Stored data
----------

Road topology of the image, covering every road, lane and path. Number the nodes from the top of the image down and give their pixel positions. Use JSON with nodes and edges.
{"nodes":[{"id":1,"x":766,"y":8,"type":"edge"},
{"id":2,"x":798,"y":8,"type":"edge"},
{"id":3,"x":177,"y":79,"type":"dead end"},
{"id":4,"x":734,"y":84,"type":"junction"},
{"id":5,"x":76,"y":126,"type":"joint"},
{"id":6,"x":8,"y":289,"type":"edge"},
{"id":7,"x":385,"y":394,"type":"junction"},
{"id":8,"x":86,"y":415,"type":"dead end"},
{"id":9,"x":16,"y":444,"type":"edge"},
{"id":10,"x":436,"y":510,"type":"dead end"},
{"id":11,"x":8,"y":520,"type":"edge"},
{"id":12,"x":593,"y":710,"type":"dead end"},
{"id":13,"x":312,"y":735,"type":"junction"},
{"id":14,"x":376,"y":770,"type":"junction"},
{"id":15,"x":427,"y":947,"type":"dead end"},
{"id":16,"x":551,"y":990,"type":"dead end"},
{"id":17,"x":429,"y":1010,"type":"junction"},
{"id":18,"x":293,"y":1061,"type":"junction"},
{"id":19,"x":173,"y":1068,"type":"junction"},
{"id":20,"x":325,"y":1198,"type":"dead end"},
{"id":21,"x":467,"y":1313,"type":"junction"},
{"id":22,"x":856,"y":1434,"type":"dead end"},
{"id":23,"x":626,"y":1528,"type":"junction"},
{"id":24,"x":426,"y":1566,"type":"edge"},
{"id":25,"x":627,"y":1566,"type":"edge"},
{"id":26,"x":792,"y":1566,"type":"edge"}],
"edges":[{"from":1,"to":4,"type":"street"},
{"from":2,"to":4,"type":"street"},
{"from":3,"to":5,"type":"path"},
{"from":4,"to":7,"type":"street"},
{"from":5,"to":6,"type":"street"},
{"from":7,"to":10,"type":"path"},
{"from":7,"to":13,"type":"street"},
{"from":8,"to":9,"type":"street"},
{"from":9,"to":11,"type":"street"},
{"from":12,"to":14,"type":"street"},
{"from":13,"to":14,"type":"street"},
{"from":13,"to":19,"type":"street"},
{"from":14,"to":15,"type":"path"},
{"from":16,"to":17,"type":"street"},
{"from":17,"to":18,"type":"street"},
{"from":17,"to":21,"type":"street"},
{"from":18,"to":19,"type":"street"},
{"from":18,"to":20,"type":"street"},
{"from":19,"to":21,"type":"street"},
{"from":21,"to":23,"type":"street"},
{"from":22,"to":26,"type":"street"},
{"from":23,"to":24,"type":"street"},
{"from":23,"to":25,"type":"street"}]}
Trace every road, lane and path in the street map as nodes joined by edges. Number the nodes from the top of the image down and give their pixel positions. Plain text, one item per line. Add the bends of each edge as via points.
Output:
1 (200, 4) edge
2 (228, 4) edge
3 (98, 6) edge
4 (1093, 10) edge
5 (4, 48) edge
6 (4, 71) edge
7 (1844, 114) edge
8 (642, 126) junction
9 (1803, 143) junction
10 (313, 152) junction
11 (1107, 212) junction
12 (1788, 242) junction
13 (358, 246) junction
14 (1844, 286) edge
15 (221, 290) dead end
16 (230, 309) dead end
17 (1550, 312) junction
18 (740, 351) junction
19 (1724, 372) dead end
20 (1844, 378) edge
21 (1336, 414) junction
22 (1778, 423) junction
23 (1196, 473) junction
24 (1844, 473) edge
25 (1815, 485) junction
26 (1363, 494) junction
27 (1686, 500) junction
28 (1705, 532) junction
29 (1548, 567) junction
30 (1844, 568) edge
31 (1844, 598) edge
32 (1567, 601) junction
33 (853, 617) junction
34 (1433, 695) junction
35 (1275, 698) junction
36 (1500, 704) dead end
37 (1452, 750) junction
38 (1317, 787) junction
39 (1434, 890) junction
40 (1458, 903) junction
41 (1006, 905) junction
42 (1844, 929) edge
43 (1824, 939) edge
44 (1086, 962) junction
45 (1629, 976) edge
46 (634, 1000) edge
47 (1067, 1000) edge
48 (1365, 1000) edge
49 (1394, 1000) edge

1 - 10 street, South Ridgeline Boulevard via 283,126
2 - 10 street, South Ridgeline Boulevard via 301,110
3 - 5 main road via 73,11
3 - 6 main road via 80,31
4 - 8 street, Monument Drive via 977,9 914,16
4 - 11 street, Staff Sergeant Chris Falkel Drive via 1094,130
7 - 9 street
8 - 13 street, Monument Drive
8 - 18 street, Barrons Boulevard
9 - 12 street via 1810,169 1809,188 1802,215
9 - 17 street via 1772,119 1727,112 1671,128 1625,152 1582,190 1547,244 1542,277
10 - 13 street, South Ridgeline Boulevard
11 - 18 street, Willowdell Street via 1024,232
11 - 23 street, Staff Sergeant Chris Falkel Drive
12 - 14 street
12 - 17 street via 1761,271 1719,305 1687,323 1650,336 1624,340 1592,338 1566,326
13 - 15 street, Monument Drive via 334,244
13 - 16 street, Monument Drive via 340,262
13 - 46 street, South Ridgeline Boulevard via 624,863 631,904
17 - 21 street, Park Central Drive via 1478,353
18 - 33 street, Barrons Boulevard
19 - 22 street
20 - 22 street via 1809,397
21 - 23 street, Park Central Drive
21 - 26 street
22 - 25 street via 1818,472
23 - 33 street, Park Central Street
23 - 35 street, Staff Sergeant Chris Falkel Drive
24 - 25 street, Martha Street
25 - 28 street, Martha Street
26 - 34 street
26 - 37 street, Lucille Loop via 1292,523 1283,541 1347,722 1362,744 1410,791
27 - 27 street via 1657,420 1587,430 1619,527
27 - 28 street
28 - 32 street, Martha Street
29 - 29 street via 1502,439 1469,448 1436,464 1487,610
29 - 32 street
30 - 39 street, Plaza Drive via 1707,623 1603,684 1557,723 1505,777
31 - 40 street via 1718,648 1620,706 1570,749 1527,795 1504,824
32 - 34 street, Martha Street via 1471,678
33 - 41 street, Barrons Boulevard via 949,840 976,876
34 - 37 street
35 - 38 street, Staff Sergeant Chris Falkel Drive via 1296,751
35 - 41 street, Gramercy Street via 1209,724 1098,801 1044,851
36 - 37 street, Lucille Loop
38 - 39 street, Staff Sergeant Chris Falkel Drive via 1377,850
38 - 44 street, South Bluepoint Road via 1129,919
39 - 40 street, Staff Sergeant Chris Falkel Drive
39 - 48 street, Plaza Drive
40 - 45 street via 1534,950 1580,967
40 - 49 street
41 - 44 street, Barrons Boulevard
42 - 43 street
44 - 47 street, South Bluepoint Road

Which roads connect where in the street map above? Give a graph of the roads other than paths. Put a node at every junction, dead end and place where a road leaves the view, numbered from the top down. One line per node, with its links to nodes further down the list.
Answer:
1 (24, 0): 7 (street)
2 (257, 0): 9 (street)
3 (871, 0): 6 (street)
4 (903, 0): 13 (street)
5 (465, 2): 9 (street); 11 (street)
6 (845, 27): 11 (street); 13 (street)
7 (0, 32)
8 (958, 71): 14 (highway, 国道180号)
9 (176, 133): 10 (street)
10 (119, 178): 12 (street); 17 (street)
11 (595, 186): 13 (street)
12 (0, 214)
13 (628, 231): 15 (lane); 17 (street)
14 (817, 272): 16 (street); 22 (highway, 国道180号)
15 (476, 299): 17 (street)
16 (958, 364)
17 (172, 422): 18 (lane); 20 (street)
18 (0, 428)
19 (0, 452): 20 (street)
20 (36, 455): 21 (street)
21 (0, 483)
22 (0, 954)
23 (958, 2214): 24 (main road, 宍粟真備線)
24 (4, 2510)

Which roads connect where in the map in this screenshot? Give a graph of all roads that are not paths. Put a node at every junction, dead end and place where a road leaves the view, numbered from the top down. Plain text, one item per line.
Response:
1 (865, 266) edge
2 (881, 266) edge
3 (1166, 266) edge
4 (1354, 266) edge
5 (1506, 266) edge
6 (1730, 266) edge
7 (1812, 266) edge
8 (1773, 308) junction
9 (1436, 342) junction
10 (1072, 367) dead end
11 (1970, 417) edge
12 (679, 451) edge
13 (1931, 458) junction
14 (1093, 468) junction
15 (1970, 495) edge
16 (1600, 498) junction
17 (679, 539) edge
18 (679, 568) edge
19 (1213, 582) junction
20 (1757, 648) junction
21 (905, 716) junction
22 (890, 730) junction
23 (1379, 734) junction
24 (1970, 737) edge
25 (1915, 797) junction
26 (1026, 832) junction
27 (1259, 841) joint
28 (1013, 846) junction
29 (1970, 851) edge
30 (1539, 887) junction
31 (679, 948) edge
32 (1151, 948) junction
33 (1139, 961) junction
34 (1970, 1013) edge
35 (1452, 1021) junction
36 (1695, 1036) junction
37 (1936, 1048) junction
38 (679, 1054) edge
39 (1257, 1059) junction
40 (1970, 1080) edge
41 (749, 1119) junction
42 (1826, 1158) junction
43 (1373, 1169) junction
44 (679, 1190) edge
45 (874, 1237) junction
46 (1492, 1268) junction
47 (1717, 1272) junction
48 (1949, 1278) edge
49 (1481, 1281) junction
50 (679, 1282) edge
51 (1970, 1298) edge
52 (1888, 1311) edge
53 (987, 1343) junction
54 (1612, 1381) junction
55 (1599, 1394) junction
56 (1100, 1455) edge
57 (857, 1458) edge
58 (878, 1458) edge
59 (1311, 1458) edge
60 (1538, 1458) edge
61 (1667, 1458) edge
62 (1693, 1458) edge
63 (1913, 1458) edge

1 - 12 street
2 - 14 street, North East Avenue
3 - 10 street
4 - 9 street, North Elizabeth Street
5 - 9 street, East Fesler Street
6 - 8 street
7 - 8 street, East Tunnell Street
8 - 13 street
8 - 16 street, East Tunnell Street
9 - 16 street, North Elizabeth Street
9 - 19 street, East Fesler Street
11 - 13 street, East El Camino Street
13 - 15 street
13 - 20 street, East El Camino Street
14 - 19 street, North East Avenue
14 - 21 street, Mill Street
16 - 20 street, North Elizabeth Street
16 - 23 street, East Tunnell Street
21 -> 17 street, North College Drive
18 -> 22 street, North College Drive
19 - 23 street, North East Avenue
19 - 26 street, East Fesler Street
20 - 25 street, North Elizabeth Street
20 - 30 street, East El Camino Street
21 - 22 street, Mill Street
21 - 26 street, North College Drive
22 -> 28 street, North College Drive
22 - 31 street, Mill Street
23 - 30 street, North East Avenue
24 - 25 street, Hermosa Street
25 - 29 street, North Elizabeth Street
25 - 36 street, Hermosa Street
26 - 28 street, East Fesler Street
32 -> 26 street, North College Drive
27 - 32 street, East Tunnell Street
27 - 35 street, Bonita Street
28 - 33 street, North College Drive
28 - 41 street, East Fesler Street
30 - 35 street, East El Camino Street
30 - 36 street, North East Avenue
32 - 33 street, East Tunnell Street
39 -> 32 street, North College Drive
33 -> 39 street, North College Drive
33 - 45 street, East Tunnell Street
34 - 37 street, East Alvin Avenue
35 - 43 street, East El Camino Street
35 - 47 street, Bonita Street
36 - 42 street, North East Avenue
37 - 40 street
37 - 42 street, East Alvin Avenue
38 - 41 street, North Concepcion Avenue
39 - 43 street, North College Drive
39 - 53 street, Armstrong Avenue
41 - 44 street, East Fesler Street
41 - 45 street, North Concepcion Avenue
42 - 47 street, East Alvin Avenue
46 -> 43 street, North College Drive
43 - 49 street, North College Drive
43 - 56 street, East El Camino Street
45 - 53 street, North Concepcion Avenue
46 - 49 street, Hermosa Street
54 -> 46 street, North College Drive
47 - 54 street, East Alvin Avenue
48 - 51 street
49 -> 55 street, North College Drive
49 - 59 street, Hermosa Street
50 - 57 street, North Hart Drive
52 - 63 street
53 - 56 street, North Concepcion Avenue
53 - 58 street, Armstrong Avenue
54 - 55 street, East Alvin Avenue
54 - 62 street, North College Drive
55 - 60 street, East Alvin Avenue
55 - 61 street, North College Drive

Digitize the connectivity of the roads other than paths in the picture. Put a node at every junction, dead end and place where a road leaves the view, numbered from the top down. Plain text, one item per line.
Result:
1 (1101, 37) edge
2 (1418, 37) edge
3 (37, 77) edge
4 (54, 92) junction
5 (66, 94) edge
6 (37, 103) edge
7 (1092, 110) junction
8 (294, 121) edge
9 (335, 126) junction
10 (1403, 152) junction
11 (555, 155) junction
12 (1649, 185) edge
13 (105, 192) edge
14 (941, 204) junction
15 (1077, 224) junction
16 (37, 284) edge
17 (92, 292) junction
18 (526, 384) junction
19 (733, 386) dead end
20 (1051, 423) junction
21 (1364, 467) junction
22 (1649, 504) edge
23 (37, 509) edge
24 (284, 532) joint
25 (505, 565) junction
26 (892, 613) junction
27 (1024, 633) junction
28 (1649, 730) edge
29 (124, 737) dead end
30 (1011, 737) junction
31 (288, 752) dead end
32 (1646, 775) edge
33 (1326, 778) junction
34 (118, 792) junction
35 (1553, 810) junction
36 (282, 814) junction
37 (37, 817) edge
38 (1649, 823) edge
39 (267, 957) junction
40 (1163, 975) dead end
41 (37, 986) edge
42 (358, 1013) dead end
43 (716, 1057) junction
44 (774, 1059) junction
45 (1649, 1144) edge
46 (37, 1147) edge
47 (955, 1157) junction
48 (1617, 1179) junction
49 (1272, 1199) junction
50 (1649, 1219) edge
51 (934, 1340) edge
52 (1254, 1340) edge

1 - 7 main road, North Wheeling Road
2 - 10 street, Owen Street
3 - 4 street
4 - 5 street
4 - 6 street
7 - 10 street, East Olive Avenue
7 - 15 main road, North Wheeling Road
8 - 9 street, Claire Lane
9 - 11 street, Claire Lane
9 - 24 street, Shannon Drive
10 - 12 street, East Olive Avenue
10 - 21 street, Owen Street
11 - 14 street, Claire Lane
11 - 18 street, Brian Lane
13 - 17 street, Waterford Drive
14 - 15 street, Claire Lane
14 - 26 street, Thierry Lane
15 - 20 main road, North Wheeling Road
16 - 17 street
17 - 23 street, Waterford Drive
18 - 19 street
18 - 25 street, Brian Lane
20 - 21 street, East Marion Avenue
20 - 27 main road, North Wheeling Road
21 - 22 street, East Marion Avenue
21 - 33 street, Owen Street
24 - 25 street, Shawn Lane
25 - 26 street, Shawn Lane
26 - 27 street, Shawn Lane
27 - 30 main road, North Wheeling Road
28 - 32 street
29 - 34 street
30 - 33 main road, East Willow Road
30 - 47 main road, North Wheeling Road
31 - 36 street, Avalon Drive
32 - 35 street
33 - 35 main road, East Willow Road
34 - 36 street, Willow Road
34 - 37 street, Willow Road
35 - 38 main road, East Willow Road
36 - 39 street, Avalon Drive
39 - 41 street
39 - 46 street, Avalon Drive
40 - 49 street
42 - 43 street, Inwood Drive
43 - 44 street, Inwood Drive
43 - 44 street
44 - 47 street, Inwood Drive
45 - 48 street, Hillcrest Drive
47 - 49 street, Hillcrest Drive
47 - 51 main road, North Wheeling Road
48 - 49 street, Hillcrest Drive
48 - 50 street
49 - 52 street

----------

Whenever a line above includes "positions", copy it in full.

*Exercise output:*
Road topology of the image, covering every road, lane and path. Number the nodes from the top of the image down and give their pixel positions. Use JSON with nodes and edges.
Trace every road, lane and path in the street map as nodes joined by edges. Number the nodes from the top of the image down and give their pixel positions. Plain text, one item per line. Add the bends of each edge as via points.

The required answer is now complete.